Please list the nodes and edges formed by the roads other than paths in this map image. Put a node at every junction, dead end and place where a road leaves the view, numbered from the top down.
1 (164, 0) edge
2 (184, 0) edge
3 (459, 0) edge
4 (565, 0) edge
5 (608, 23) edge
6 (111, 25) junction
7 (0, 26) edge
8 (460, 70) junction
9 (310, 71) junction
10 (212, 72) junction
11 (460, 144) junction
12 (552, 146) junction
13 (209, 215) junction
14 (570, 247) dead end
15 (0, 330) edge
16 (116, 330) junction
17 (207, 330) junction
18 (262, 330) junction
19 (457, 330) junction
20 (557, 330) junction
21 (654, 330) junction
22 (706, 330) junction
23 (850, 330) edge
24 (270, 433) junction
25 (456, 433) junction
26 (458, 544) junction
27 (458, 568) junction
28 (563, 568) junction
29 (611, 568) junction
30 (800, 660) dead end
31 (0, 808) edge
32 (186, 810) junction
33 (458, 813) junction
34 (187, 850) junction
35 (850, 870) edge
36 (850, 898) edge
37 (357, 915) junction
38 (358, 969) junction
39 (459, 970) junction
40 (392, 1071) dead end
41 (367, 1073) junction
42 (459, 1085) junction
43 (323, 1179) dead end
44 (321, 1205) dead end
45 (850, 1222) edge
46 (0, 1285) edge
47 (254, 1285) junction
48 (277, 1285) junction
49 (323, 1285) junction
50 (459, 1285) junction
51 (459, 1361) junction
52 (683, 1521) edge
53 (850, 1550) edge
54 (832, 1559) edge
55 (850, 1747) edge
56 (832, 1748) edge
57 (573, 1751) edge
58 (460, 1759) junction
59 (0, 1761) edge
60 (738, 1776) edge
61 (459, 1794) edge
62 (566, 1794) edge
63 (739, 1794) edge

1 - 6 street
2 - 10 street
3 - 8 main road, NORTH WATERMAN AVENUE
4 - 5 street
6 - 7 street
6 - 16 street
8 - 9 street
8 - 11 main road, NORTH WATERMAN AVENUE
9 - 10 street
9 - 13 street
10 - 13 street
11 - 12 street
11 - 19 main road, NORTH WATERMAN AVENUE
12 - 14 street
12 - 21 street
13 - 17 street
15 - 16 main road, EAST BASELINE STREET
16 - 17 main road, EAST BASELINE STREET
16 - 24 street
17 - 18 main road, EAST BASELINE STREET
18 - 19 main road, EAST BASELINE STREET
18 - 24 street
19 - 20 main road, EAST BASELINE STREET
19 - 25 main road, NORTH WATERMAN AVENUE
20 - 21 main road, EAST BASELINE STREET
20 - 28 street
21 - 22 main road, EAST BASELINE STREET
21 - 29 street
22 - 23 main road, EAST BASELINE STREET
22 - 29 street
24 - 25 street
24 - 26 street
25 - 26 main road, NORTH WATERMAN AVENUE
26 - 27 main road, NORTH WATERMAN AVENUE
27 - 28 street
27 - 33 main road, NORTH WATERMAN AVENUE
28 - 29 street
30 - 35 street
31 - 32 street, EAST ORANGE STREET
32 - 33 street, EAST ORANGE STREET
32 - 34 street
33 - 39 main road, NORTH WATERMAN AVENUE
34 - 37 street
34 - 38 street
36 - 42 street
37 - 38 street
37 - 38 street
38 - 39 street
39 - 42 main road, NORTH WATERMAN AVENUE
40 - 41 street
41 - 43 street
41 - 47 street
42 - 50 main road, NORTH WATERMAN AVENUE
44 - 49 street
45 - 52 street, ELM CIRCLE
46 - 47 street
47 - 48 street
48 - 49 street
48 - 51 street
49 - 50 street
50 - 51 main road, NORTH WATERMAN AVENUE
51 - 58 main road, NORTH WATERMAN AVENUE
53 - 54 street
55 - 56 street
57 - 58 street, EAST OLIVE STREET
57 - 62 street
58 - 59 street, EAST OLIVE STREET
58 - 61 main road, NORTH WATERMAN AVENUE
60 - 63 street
+ + + + +
Each line of the listing is to be repeated without alteration.

# [ANSWER SECTION]
Please list the nodes and edges formed by the roads other than paths in this map image. Put a node at every junction, dead end and place where a road leaves the view, numbered from the top down.
1 (164, 0) edge
2 (184, 0) edge
3 (459, 0) edge
4 (565, 0) edge
5 (608, 23) edge
6 (111, 25) junction
7 (0, 26) edge
8 (460, 70) junction
9 (310, 71) junction
10 (212, 72) junction
11 (460, 144) junction
12 (552, 146) junction
13 (209, 215) junction
14 (570, 247) dead end
15 (0, 330) edge
16 (116, 330) junction
17 (207, 330) junction
18 (262, 330) junction
19 (457, 330) junction
20 (557, 330) junction
21 (654, 330) junction
22 (706, 330) junction
23 (850, 330) edge
24 (270, 433) junction
25 (456, 433) junction
26 (458, 544) junction
27 (458, 568) junction
28 (563, 568) junction
29 (611, 568) junction
30 (800, 660) dead end
31 (0, 808) edge
32 (186, 810) junction
33 (458, 813) junction
34 (187, 850) junction
35 (850, 870) edge
36 (850, 898) edge
37 (357, 915) junction
38 (358, 969) junction
39 (459, 970) junction
40 (392, 1071) dead end
41 (367, 1073) junction
42 (459, 1085) junction
43 (323, 1179) dead end
44 (321, 1205) dead end
45 (850, 1222) edge
46 (0, 1285) edge
47 (254, 1285) junction
48 (277, 1285) junction
49 (323, 1285) junction
50 (459, 1285) junction
51 (459, 1361) junction
52 (683, 1521) edge
53 (850, 1550) edge
54 (832, 1559) edge
55 (850, 1747) edge
56 (832, 1748) edge
57 (573, 1751) edge
58 (460, 1759) junction
59 (0, 1761) edge
60 (738, 1776) edge
61 (459, 1794) edge
62 (566, 1794) edge
63 (739, 1794) edge

1 - 6 street
2 - 10 street
3 - 8 main road, NORTH WATERMAN AVENUE
4 - 5 street
6 - 7 street
6 - 16 street
8 - 9 street
8 - 11 main road, NORTH WATERMAN AVENUE
9 - 10 street
9 - 13 street
10 - 13 street
11 - 12 street
11 - 19 main road, NORTH WATERMAN AVENUE
12 - 14 street
12 - 21 street
13 - 17 street
15 - 16 main road, EAST BASELINE STREET
16 - 17 main road, EAST BASELINE STREET
16 - 24 street
17 - 18 main road, EAST BASELINE STREET
18 - 19 main road, EAST BASELINE STREET
18 - 24 street
19 - 20 main road, EAST BASELINE STREET
19 - 25 main road, NORTH WATERMAN AVENUE
20 - 21 main road, EAST BASELINE STREET
20 - 28 street
21 - 22 main road, EAST BASELINE STREET
21 - 29 street
22 - 23 main road, EAST BASELINE STREET
22 - 29 street
24 - 25 street
24 - 26 street
25 - 26 main road, NORTH WATERMAN AVENUE
26 - 27 main road, NORTH WATERMAN AVENUE
27 - 28 street
27 - 33 main road, NORTH WATERMAN AVENUE
28 - 29 street
30 - 35 street
31 - 32 street, EAST ORANGE STREET
32 - 33 street, EAST ORANGE STREET
32 - 34 street
33 - 39 main road, NORTH WATERMAN AVENUE
34 - 37 street
34 - 38 street
36 - 42 street
37 - 38 street
37 - 38 street
38 - 39 street
39 - 42 main road, NORTH WATERMAN AVENUE
40 - 41 street
41 - 43 street
41 - 47 street
42 - 50 main road, NORTH WATERMAN AVENUE
44 - 49 street
45 - 52 street, ELM CIRCLE
46 - 47 street
47 - 48 street
48 - 49 street
48 - 51 street
49 - 50 street
50 - 51 main road, NORTH WATERMAN AVENUE
51 - 58 main road, NORTH WATERMAN AVENUE
53 - 54 street
55 - 56 street
57 - 58 street, EAST OLIVE STREET
57 - 62 street
58 - 59 street, EAST OLIVE STREET
58 - 61 main road, NORTH WATERMAN AVENUE
60 - 63 street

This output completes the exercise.